Another earnings cycle brings another blunt call-out by outspoken furniture-hawking CEO Gary Friedman.

After basically saying the housing market was crumbling under the weight of higher interest rates in a late March earnings call, RH’s top exec said late Thursday he and his team overcharged rich people for already expensive furniture during the good times.

“I think the world took prices up, and we all know that because inflation went to 40-year highs, right? And that is going to affect things. And I think we’re probably somewhat too arrogant in our ability to raise pricing in an easy-demand environment,” Friedman acknowledged. “And as the easy demand environment has waned, and it’s required us to kind of really challenge, is our value equation going to create the level of demand that we believe is right for the business?”

Judging by the latest results from RH, formerly known as Restoration Hardware, consumers don’t see the value in putting a $2,300 wood dining room table on a charge card with a much higher interest rate attached to it. That’s especially as the housing market continues to be under pressure.

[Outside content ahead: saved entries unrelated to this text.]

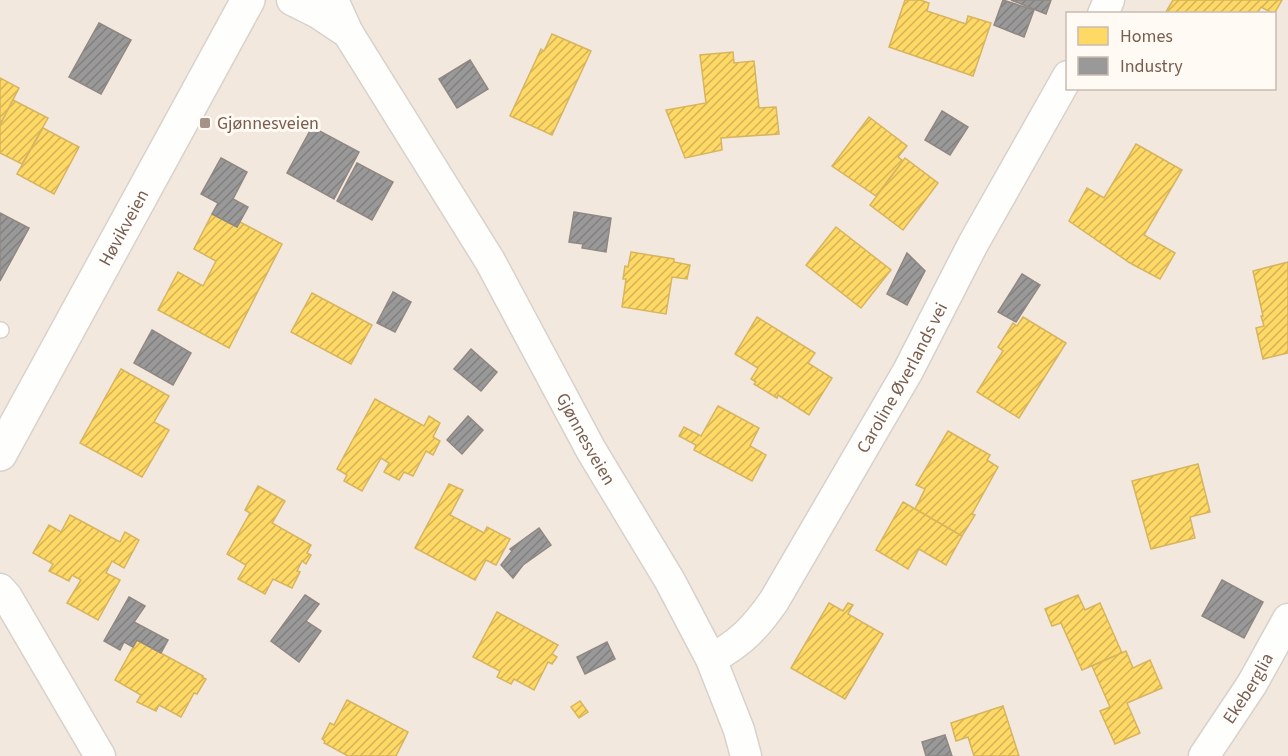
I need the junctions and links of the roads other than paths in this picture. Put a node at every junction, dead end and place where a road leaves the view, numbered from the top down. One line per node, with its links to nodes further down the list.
1 (248, 0): 6 (main road, Høvikveien)
2 (291, 0): 4 (street, Gjønnesveien)
3 (333, 0): 4 (street, Gjønnesveien)
4 (348, 33): 9 (street, Gjønnesveien)
5 (1066, 80): 9 (street, Caroline Øverlands vei)
6 (0, 454)
7 (0, 589): 10 (street)
8 (1288, 619): 12 (street, Ekeberglia)
9 (711, 658): 11 (street)
10 (100, 756)
11 (746, 756)
12 (1204, 756)

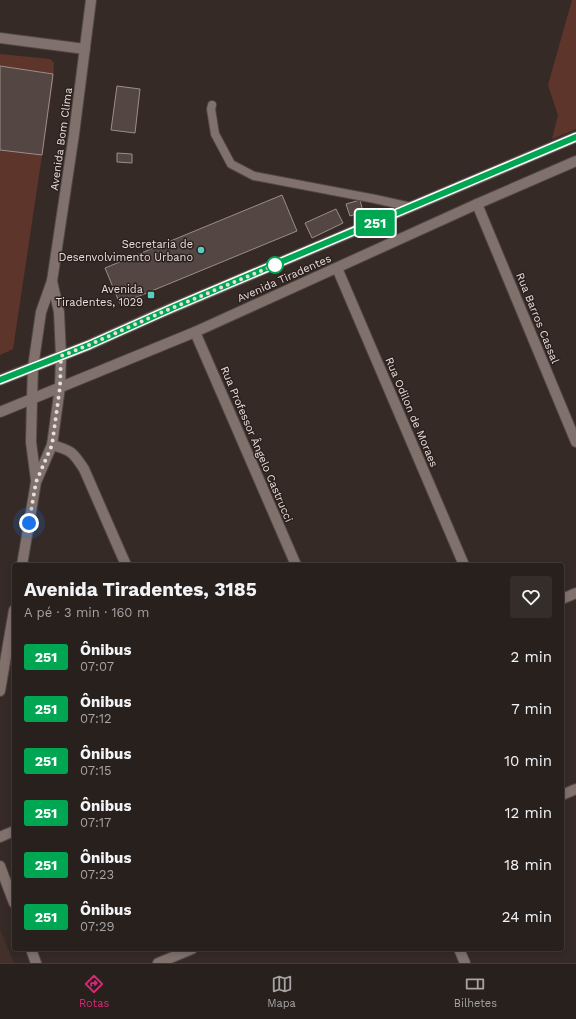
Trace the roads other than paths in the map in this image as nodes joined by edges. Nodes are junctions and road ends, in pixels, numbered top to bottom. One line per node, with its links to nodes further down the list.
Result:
1 (91, 0): 3 (main road, Avenida Bom Clima)
2 (0, 38): 3 (main road)
3 (85, 49): 10 (main road, Avenida Bom Clima)
4 (212, 105): 8 (lane)
5 (576, 137): 8 (main road, Avenida Tiradentes)
6 (576, 161): 7 (main road, Avenida Tiradentes)
7 (477, 204): 9 (main road, Avenida Tiradentes); 18 (main road, Rua Barros Cassal)
8 (411, 207): 12 (main road, Avenida Tiradentes)
9 (337, 268): 11 (main road, Avenida Tiradentes); 24 (main road, Rua Odilon de Moraes)
10 (52, 281): 12 (main road, Avenida Bom Clima); 13 (main road, Avenida Bom Clima)
11 (195, 332): 15 (main road, Avenida Tiradentes); 23 (main road, Rua Professor Ângelo Castrucci)
12 (61, 356): 13 (main road, Avenida Tiradentes); 15 (main road, Avenida Bom Clima)
13 (34, 367): 14 (main road, Avenida Tiradentes); 16 (main road, Avenida Bom Clima)
14 (0, 380)
15 (60, 387): 16 (main road, Avenida Tiradentes); 19 (main road, Avenida Bom Clima)
16 (32, 399): 17 (main road, Avenida Tiradentes); 20 (main road, Avenida Bom Clima)
17 (0, 412)
18 (576, 442)
19 (52, 445): 20 (main road, Avenida Bom Clima); 22 (main road)
20 (36, 482): 21 (main road, Avenida Bom Clima)
21 (22, 563)
22 (125, 563)
23 (295, 563)
24 (463, 563)
25 (576, 593): 26 (main road)
26 (564, 598)
27 (12, 622): 28 (main road)
28 (0, 691)
29 (576, 789): 30 (main road)
30 (564, 794)
31 (12, 832): 32 (main road)
32 (0, 837)
33 (0, 866): 34 (main road)
34 (12, 898)
35 (32, 951): 38 (main road)
36 (187, 951): 39 (main road)
37 (460, 951): 40 (main road)
38 (36, 963)
39 (158, 963)
40 (465, 963)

The California-based furnishings retailer’s first quarter sales tanked 23% year over year to $739.2 million, it reported Thursday. Gross profit margins dropped to 47% from 52.1% a year earlier.

Friedman said RH will now move aggressively to pare down excess inventory this year by offering discounts, which will take a bite out of margins.

Full-year adjusted operating margins are pegged in a range of 14.5% to 15.5%, down from 15% to 17%. Sales for the year were guided to $3 billion to $3.1 billion, up from $2.9 billion to $3.1 billion as Friedman bets consumers will bite at his promotions.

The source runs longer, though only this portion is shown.